6. Ralph (1909-1958)

Ralph was the youngest son. As a child had some health problems which prompted the family to leave London for Leigh-on-Sea, Essex. Later they moved to Richmond-on-Thames where Ralph attended Hampton Grammar School. Like GOB, Gerry and Doris, he joined Shell. In spite of his health, he was an oarsman and a top class fencer. During the War, he was in the RNVR and served on the Arctic convoys.He died of kidney disease in 1958.

7. Doris (1913-74)

Ann has written the following biography of her mother: “My parents met on holiday, I think in the Cheddar area, in1939. My father was a clerk and my mother was a short hand typist working at Shell which was I believe the only place she worked. My father joined the army in1939 and joined the British Expeditionary Force in France. When he returned from Dunkirk in 1940, after visiting his parents in Croydon, he rushed over to Orpington to propose to my mother. They then married a month later on the 26th July at All Saints Church in Orpington. My mother had to do all the arranging because our grandparents did not approve and thought they should wait until the war was over. It would have been a long wait. They rented a flat in Teddington where my mother lived, until she was expecting John, when she moved back to Orpington to live at Ravenscroft with her parents until the war was over. This was I think rather nice for Grandma who wasn't able to see much of her other grandchildren and apparently picked him up as soon as he cried - not what you'd expect of someone who'd had 7 children of her own!
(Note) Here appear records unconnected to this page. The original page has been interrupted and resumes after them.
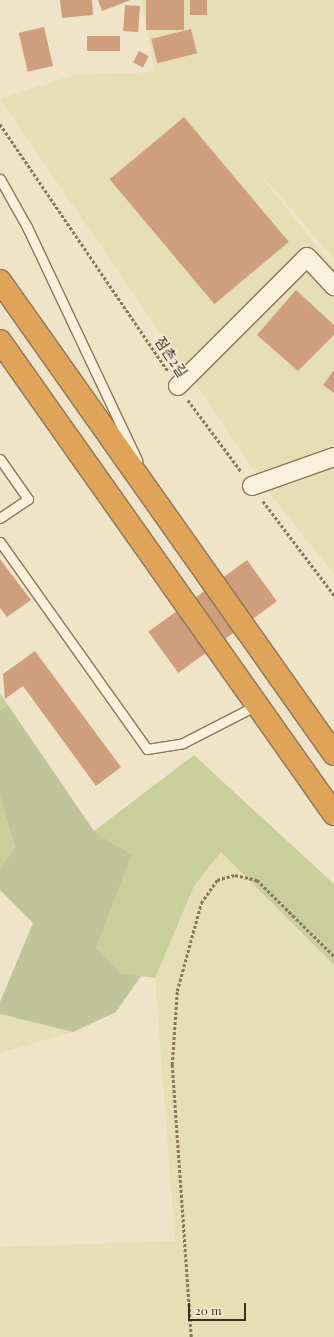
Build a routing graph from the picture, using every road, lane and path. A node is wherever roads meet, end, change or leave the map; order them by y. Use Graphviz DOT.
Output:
graph roads {
  1 [pos="0,124"];
  2 [pos="0,179"];
  3 [pos="0,281"];
  4 [pos="334,286"];
  5 [pos="0,340"];
  6 [pos="178,386"];
  7 [pos="334,458"];
  8 [pos="0,459"];
  9 [pos="252,486"];
  10 [pos="159,506"];
  11 [pos="0,518"];
  12 [pos="0,542"];
  13 [pos="334,595"];
  14 [pos="256,706"];
  15 [pos="334,754"];
  16 [pos="334,814"];
  17 [pos="334,956"];
  18 [pos="191,1337"];
  1 -- 6 [label="path, 점촌2길"];
  2 -- 10 [label="lane"];
  3 -- 10 [label="highway"];
  4 -- 6 [label="street"];
  5 -- 14 [label="highway"];
  6 -- 9 [label="path, 점촌2길"];
  7 -- 9 [label="street"];
  8 -- 11 [label="lane"];
  9 -- 13 [label="path, 점촌2길"];
  10 -- 15 [label="highway"];
  12 -- 14 [label="lane"];
  14 -- 16 [label="highway"];
  17 -- 18 [label="path"];
}
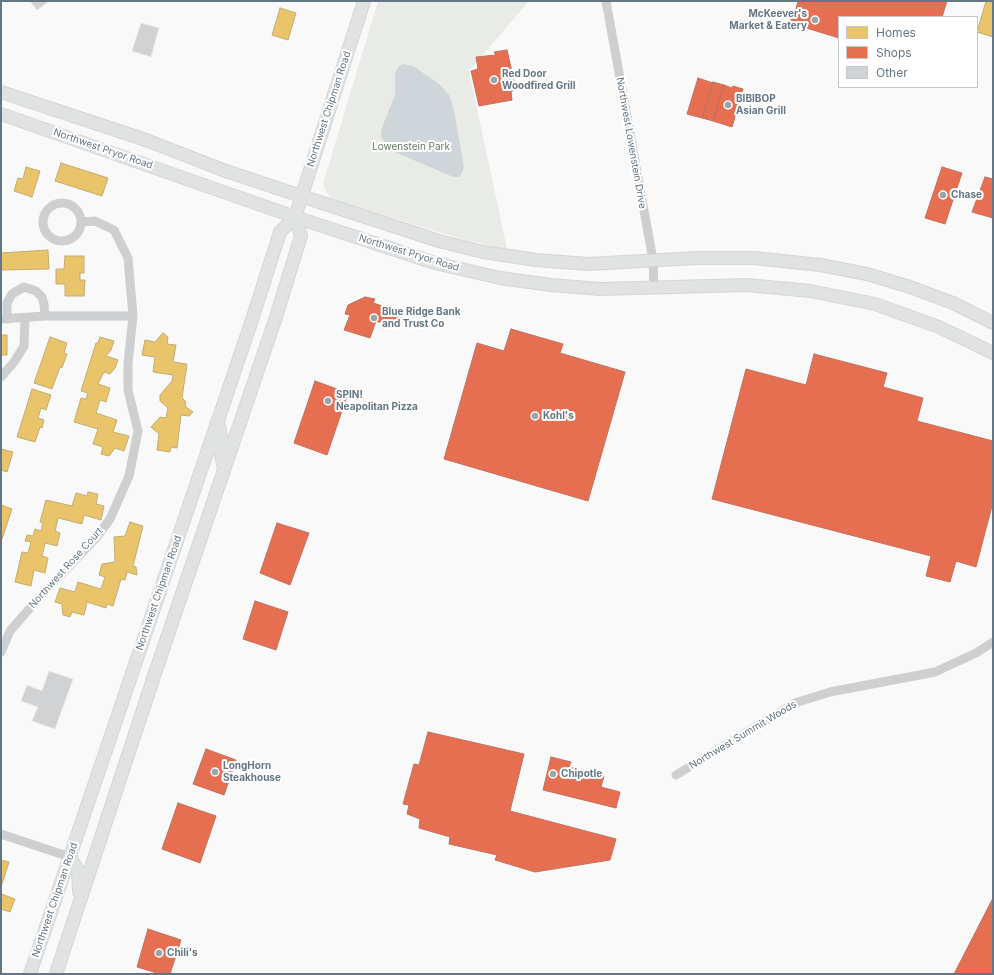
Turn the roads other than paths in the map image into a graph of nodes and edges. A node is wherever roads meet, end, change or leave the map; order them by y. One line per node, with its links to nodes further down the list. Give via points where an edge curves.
1 (364, 1): 5 (main road, Northwest Chipman Road)
2 (606, 1): 8 (street, Northwest Lowenstein Drive)
3 (1, 92): 5 (main road, Northwest Pryor Road, via 146,140 223,170)
4 (1, 114): 6 (main road, Northwest Pryor Road)
5 (301, 196): 6 (main road, Northwest Chipman Road); 8 (main road, Northwest Pryor Road, via 483,252 588,264)
6 (295, 217): 9 (main road, Northwest Pryor Road, via 435,263 500,278 600,289); 17 (main road, Northwest Chipman Road, via 280,232); 18 (main road, Northwest Chipman Road, via 301,236)
7 (81, 222): 7 (street, via 73,206 61,203 46,211 43,223 48,235 59,241 77,234); 11 (street, Northwest Rose Court, via 95,221 114,230 128,258)
8 (652, 260): 9 (street, Northwest Lowenstein Drive); 14 (main road, Northwest Pryor Road, via 754,258 820,265 867,274 910,287 953,303)
9 (654, 286): 15 (main road, Northwest Pryor Road, via 747,285 810,291 875,304 939,327)
10 (45, 316): 11 (street); 12 (street); 13 (street, via 42,297 36,291 24,287 12,294 7,303)
11 (133, 316): 20 (street, Northwest Rose Court, via 128,390 138,430 129,476 110,519 96,538 10,631)
12 (25, 318): 13 (street); 16 (street, via 24,346)
13 (4, 319)
14 (993, 323)
15 (993, 353)
16 (1, 377)
17 (218, 422): 18 (main road); 23 (main road, Northwest Chipman Road)
18 (224, 469): 24 (main road, Northwest Chipman Road)
19 (993, 642): 21 (street, Northwest Summit Woods, via 935,672 830,692 795,704)
20 (1, 652)
21 (676, 775)
22 (1, 834): 23 (street)
23 (70, 857): 24 (main road, via 78,870); 25 (main road, Northwest Chipman Road)
24 (79, 901): 26 (main road, Northwest Chipman Road)
25 (30, 974)
26 (56, 974)

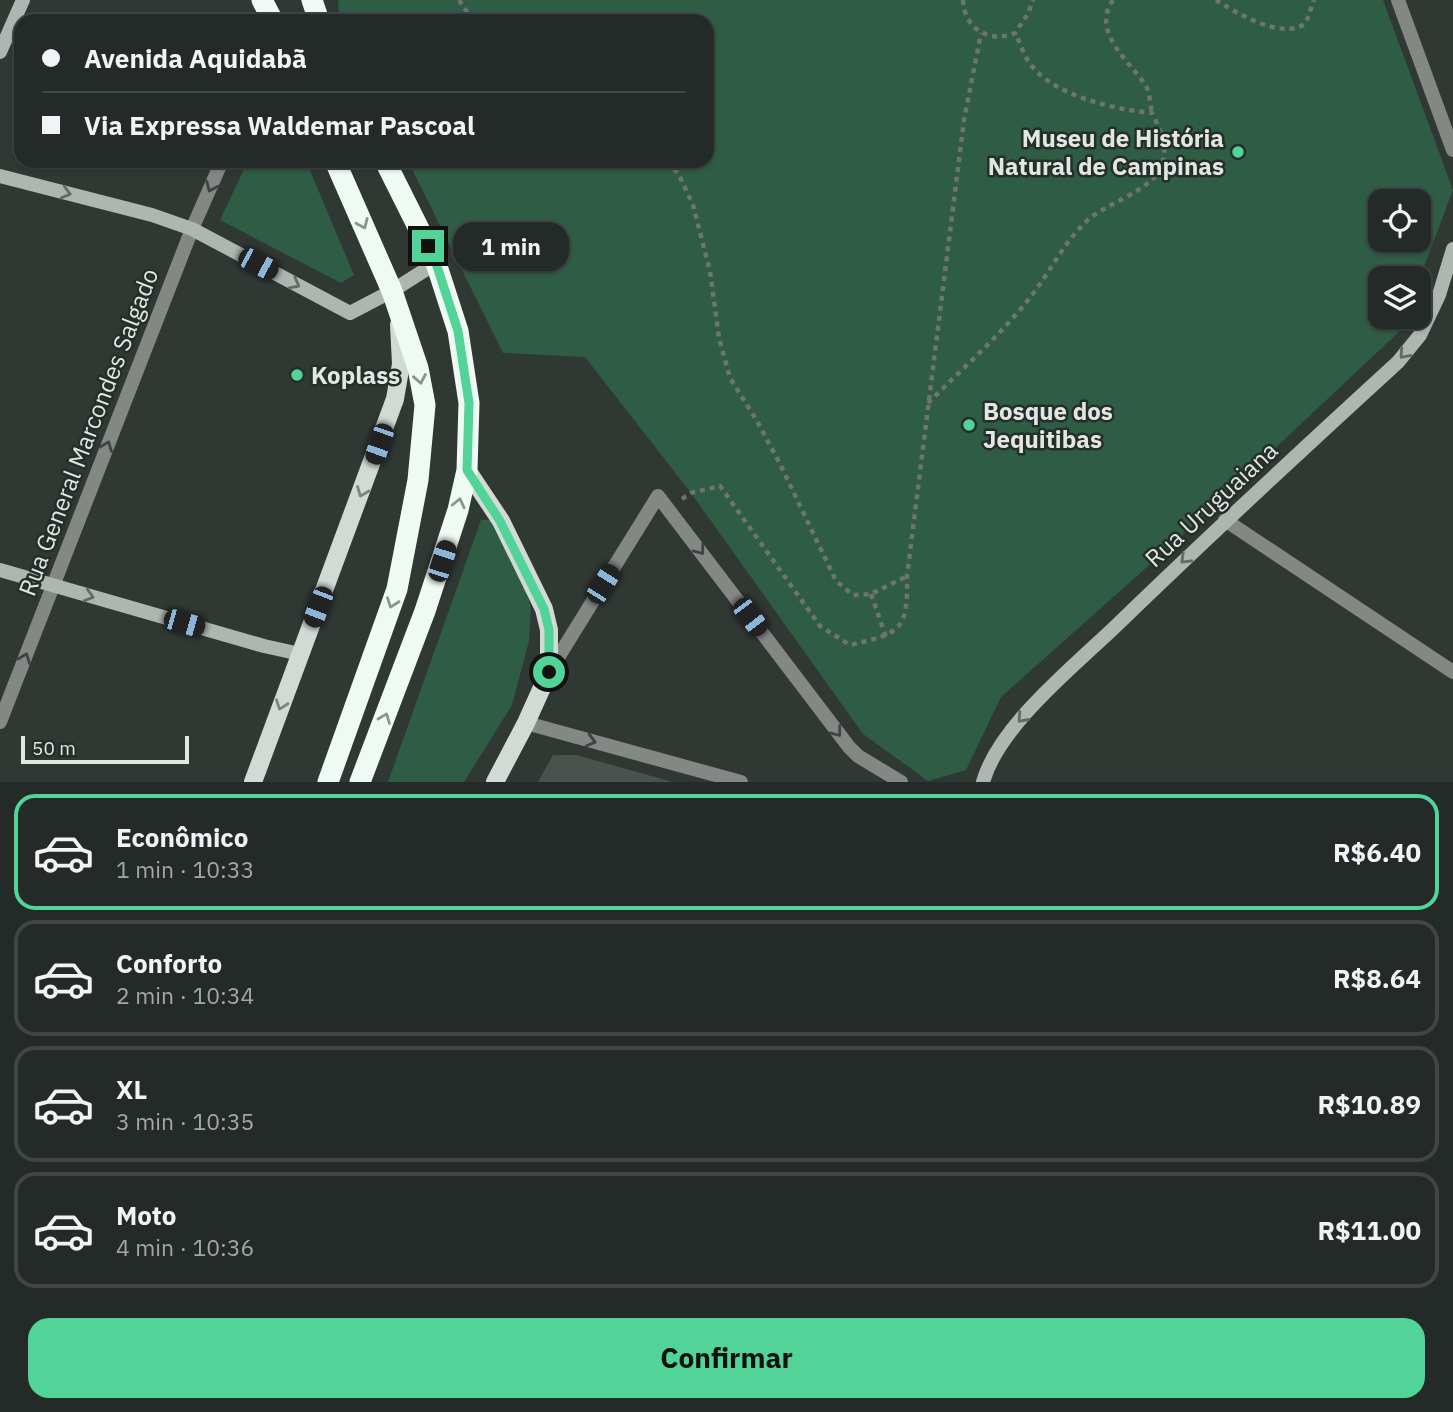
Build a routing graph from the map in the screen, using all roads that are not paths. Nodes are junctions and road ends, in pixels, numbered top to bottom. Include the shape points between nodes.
1 (1398, 0) edge
2 (14, 20) edge
3 (0, 52) edge
4 (1453, 150) edge
5 (219, 168) edge
6 (338, 168) edge
7 (388, 168) edge
8 (0, 176) edge
9 (192, 229) junction
10 (1453, 248) edge
11 (436, 263) junction
12 (395, 299) junction
13 (467, 470) junction
14 (1225, 520) junction
15 (0, 570) edge
16 (52, 585) junction
17 (300, 654) junction
18 (549, 672) junction
19 (1453, 672) edge
20 (0, 722) edge
21 (526, 723) junction
22 (253, 782) edge
23 (328, 782) edge
24 (360, 782) edge
25 (495, 782) edge
26 (741, 782) edge
27 (901, 782) edge
28 (983, 782) edge

1 - 4 street
2 - 3 main road
5 -> 9 street, Rua General Marcondes Salgado
6 -> 12 highway
7 - 11 highway
8 -> 9 main road
9 -> 12 main road via 346,312
16 -> 9 street, Rua General Marcondes Salgado
10 -> 14 main road, Rua Uruguaiana via 1420,335 1398,362
11 - 12 main road
11 - 13 highway via 458,331 469,403
12 -> 17 main road via 401,363 395,399
12 -> 23 highway via 425,405 416,492 397,589
13 - 18 main road via 500,521 544,609
24 -> 13 highway via 425,611
14 - 19 street
14 -> 28 main road, Rua Uruguaiana via 1019,720 988,764
15 - 16 main road
16 -> 17 main road
20 -> 16 street, Rua General Marcondes Salgado
17 -> 22 main road
18 - 21 main road
18 -> 27 street via 658,496 849,747
21 - 25 main road
21 -> 26 street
My parents then bought 11, Grange Road in November 1945 and that was their home until some time after my mother died. My father was a sales representative after he was demobbed until I think the early 70's when he went back to being an office clerk. As was common in those days my mother never went back to work after John and I were born, though I understand she would have liked to teach, but my father didn't want to be "kept" by his wife so she stayed a
housewife.” John was born in 1944 and died of lung cancer in 1997, although he was not a smoker. Ann was born in 1947.